About Hunchlab

Catchment

To detect statistical aberrations indicative of a spike in crime, HunchLab tests user-defined search patterns by breaking the entire search area (such as a city) into statistical catchment basins. An individual catchment is a circle defined by a given radius around a point. An evenly-spaced lattice of points is imposed such that the entire search area is completely covered by catchments.

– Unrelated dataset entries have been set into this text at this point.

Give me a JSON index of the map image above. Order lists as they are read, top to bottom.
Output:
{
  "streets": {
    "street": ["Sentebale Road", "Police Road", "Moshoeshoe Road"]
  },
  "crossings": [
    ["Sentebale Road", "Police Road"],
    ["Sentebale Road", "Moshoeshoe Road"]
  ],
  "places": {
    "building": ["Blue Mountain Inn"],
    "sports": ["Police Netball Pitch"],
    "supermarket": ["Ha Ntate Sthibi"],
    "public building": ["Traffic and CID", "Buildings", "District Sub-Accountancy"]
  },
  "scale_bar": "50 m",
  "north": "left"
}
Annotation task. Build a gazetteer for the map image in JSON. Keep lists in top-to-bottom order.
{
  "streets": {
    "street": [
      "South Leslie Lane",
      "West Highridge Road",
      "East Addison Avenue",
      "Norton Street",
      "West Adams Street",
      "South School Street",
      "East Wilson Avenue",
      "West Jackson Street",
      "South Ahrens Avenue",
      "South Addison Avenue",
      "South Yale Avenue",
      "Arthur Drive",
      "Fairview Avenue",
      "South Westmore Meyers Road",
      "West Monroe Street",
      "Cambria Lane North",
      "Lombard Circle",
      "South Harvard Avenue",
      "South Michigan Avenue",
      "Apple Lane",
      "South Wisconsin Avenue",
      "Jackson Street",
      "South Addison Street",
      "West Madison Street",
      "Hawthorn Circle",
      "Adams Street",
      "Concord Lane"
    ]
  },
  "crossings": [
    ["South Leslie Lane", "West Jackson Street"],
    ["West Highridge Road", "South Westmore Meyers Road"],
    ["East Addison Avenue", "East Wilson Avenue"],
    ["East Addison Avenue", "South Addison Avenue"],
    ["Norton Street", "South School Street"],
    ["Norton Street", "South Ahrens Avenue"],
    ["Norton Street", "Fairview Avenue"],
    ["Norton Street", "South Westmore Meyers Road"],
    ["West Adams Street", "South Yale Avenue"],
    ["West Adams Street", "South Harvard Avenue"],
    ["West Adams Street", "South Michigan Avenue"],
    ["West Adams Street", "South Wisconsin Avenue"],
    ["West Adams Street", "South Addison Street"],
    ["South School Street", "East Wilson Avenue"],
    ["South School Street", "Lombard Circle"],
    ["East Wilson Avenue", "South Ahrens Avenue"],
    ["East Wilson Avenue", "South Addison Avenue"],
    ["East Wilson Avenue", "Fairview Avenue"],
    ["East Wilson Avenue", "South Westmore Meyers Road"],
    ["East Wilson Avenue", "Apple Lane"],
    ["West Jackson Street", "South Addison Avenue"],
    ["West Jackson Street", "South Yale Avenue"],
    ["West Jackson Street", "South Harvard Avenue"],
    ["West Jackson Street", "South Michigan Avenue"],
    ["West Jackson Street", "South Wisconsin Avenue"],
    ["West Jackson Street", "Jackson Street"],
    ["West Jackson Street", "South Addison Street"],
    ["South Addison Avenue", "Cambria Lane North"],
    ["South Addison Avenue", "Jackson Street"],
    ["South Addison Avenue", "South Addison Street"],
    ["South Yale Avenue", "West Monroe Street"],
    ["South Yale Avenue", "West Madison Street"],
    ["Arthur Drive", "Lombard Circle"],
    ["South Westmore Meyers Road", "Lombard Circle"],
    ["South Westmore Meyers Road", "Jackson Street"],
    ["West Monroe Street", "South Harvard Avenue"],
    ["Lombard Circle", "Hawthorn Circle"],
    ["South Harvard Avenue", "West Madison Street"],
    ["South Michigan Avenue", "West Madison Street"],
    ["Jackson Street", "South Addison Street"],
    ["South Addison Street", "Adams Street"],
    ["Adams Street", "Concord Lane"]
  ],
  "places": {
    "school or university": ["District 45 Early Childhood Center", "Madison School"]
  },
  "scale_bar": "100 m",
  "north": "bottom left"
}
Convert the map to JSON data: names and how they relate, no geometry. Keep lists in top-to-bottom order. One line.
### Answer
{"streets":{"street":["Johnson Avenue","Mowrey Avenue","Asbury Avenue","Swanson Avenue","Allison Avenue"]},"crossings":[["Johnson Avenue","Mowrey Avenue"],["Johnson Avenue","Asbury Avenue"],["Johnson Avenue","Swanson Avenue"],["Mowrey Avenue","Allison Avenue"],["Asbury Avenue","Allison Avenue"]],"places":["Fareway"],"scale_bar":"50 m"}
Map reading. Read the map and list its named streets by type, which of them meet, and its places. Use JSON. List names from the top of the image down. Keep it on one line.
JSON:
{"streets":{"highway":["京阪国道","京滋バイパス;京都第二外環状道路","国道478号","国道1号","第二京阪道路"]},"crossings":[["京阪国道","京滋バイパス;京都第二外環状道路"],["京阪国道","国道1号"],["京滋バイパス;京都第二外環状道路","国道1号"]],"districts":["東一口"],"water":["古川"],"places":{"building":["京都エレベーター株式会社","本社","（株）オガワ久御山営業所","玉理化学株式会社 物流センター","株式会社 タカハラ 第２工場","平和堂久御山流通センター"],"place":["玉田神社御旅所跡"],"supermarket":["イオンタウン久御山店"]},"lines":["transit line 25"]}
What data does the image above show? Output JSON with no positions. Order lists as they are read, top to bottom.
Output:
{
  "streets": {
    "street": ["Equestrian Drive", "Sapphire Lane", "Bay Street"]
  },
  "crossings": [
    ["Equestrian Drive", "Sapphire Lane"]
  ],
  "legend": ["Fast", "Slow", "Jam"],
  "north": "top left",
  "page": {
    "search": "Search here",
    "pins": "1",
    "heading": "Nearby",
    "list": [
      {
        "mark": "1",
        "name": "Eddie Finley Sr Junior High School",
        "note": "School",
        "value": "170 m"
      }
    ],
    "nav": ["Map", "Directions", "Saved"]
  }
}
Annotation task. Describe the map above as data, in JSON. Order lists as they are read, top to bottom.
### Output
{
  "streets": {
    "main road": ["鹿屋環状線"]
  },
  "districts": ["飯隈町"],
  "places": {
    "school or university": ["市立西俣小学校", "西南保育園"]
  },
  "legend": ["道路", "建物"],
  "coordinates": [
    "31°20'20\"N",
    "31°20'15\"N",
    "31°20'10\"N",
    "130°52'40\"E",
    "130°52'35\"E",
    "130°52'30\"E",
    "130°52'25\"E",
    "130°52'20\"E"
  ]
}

Potential crime spikes are identified by comparing a particular category of crime data for a recent period to a historical comparison period -- e.g. the past 30 days as compared to the previous 365 -- for each catchment, thereby tying statistical aberrations to a specific place and giving police useful information to work with. The detection of statistical patterns is sensitive to the definition of catchment size, so HunchLab includes a number of tools to help users define Hunches.

Data Mining

Also known as 'knowledge discovery', this is the practice of analyzing large quantities of data with the goal of identifying meaningful patterns. Law enforcement agencies collect far more data than personnel are able to analyze manually. The effective deployment of resources demands that this process be automated through algorithms that use statistical analysis to interrogate massive quantities of data and summarize the results in the form of actionable information. HunchLab combines the power of automated data mining with the specialized knowledge of law enforcement officers through the creation of user-defined Hunches.

Threshold Hunch

A Threhold Hunch allows users to define a geographic area and timeframe of interest and to set a raw number as the threshold to trigger an alert (unlike alerts generated through Statistical Hunches). An example might be "Send me an alert when 5 or more aggravated assaults occur in the 7th district in one week". Similarly, analysts can set the parameters for a Mass Threshold Hunch, defining a large spatial area as being of interest. This area is automatically partitioned into catchments and an alert is triggered when data are reported that fulfill the threshold criteria in any of these catchments. Like Statistical Hunches,  Threshold Hunches are evaluated on a schedule set by users.

Fisher's Exact Test

Fisher's Exact Test is a test of statistical significance used to determine if there are nonrandom associations between categorical variables. It is typically performed under conditions where there are two independent variables that fall into one of two mutually exclusive categories. The test is conducted by constructing a 2-by-2 contingency table and summing the probabilities (p-values) for cases where the distribution of values is least as extreme as in the observed case, in the same direction and where the marginal totals are fixed (same total number for each variable and category). Under these conditions, the null hypothesis of independence results in a distribution of data values that conforms to the hypergeometric distribution. A case where the p-value is extremely small indicates a nonrandom association and in the context of HunchLab, a spike in crime.

Statistical Hunches

HunchLab enables law enforcement officials to evaluate their intuitions about changes in crime patterns through the creation of Statistical Hunches. To define a Statistical Hunch, users are required to specify a few essential criteria:

  • Crime class(es)
  • Geographic search area
  • Current time period
  • Historical or comparison time period
  • To test the validity of a Statistical Hunch, HunchLab uses the hypergeometric algorithm to compare incident data in the specified crime class(es) and geographic area from the current period to the same data types in the historic period. Hunches that are statistically confirmed trigger an automated reporting system that alerts appropriate law enforcement personnel.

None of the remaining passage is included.